→ **HOW TO COMPLETE THIS TASK**:
Please write out every entry below exactly, leaving out any pictures.

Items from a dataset
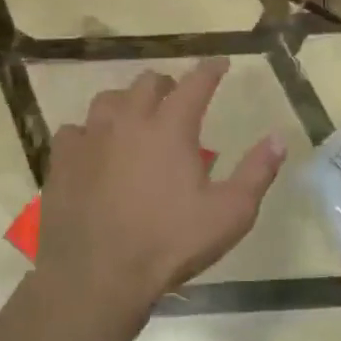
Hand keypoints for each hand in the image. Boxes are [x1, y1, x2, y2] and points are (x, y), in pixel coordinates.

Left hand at [35, 59, 283, 312]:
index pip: (196, 82)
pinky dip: (90, 133)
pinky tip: (96, 149)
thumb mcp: (230, 213)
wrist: (96, 277)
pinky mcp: (61, 162)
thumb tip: (279, 138)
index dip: (211, 70)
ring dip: (128, 102)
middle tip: (178, 98)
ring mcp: (90, 139)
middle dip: (168, 84)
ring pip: (108, 100)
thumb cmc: (170, 243)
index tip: (220, 63)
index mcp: (171, 127)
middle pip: (148, 82)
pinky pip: (75, 130)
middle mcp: (129, 121)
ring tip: (136, 119)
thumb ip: (257, 171)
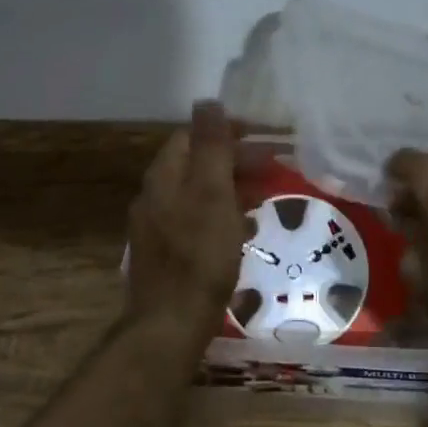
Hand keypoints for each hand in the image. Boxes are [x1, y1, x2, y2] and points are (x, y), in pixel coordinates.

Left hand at [124, 102, 247, 343]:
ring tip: (265, 197)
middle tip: (273, 169)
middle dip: (234, 161)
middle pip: (196, 164)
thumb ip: (211, 146)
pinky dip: (222, 216)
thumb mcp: (213, 192)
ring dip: (231, 188)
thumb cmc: (199, 254)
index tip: (263, 138)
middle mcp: (154, 196)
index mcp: (164, 176)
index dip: (227, 132)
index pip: (192, 136)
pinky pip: (197, 221)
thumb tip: (208, 101)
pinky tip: (243, 232)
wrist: (170, 325)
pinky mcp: (166, 255)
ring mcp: (157, 228)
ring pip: (198, 194)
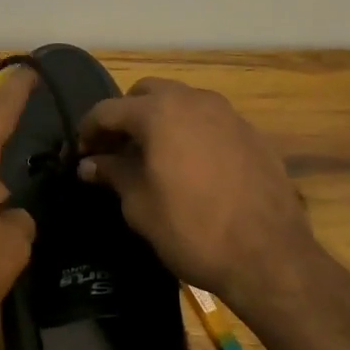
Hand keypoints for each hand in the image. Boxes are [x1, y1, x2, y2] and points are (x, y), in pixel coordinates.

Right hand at [78, 78, 315, 305]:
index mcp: (159, 112)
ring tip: (152, 156)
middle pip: (147, 93)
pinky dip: (191, 134)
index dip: (88, 130)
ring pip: (183, 103)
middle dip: (126, 115)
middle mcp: (194, 101)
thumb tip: (89, 164)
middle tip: (116, 149)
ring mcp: (229, 115)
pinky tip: (191, 167)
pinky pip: (211, 122)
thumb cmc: (192, 229)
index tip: (81, 154)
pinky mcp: (253, 135)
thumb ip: (113, 174)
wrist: (269, 256)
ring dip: (161, 121)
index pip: (108, 109)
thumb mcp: (140, 205)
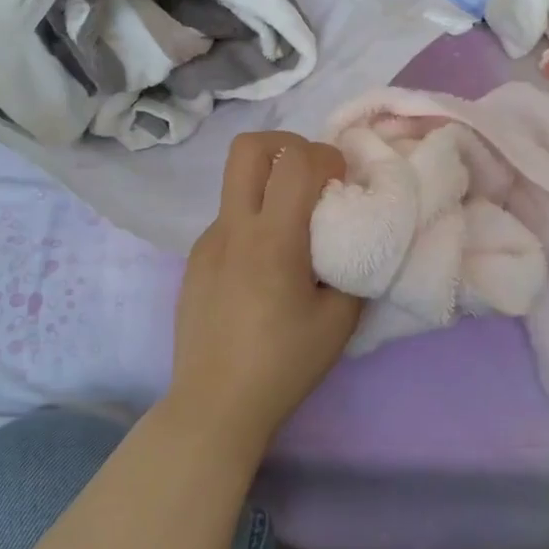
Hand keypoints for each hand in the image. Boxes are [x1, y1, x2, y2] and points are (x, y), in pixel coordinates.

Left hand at [169, 131, 363, 448]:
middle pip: (247, 148)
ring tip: (290, 233)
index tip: (342, 184)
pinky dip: (252, 223)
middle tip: (311, 176)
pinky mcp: (194, 261)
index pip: (296, 161)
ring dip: (268, 187)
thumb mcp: (338, 321)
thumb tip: (354, 239)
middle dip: (285, 145)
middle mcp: (232, 229)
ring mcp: (206, 242)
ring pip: (236, 185)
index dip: (327, 156)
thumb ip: (353, 269)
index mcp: (272, 240)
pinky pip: (228, 222)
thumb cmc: (283, 365)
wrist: (214, 404)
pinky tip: (263, 269)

→ **SOLVED EXERCISE**:
Hand keypoints for each hand in the image. Boxes are [x1, y1, x2, y2] and points are (x, y), in pixel coordinates.

Left hand at [35, 59, 283, 312]:
index pip: (196, 82)
pinky dip: (90, 133)
pinky tip: (96, 149)
thumb mcp: (230, 213)
wrist: (96, 277)
pinky mcp: (61, 162)
thumb tip: (279, 138)
index dip: (211, 70)
ring dip: (128, 102)
middle tip: (178, 98)
ring mcp: (90, 139)
middle dip: (168, 84)
ring pip: (108, 100)
thumb cmc: (170, 243)
index tip: (220, 63)
index mcp: (171, 127)
middle pip: (148, 82)
pinky pip: (75, 130)
middle mcp: (129, 121)
ring tip: (136, 119)
thumb ip: (257, 171)
Hand keypoints for each hand in the image. Boxes are [x1, y1, x2, y2] and points are (x, y), in pixel coordinates.

Left hand at [124, 102, 247, 343]:
ring tip: (265, 197)
middle tip: (273, 169)
middle dip: (234, 161)
middle pip: (196, 164)
thumb ip: (211, 146)
pinky dip: (222, 216)
thumb mcp: (213, 192)
ring dip: (231, 188)
thumb cmc: (199, 254)
index tip: (263, 138)
middle mcp: (154, 196)
index mcp: (164, 176)
index dip: (227, 132)
index pip: (192, 136)
pinky pip: (197, 221)
thumb tip: (208, 101)
pinky tip: (243, 232)
wrist: (170, 325)
pinky mcp: (166, 255)
ring mcp: (157, 228)
ring pip: (198, 194)
Hand keypoints for each hand in the image. Boxes are [x1, y1, x2, y2] and points are (x, y), in pixel coordinates.

Right hand at [78, 78, 315, 305]:
index mcp: (159, 112)
ring tip: (152, 156)
middle pip: (147, 93)
pinky dip: (191, 134)
index dip: (88, 130)
ring pip: (183, 103)
middle dip: (126, 115)
middle mcp: (194, 101)
thumb tip: (89, 164)
middle tip: (116, 149)
ring mcp: (229, 115)
pinky tip: (191, 167)
pinky pip: (211, 122)
thumb cmc: (192, 229)
index tip: (81, 154)
pinky mcp: (253, 135)
thumb ip: (113, 174)
wrist: (269, 256)
ring dip: (161, 121)
index pip: (108, 109)
thumb mcp: (140, 205)
Hand keypoints for each hand in the image. Boxes are [x1, y1, x2, y2] and points are (x, y), in pixel coordinates.

Left hand at [169, 131, 363, 448]:
middle pip: (247, 148)
ring tip: (290, 233)
index tip: (342, 184)
pinky dip: (252, 223)
middle tip: (311, 176)
pinky mcp: (194, 261)
index pip: (296, 161)
ring dip: (268, 187)
thumb mcp: (338, 321)
thumb tip: (354, 239)
middle dip: (285, 145)
middle mcp: (232, 229)
ring mcp: (206, 242)
ring pip: (236, 185)
index dip: (327, 156)
thumb ip: (353, 269)
index mcp: (272, 240)
pinky pip: (228, 222)
thumb cmc: (283, 365)
wrist: (214, 404)
pinky tip: (263, 269)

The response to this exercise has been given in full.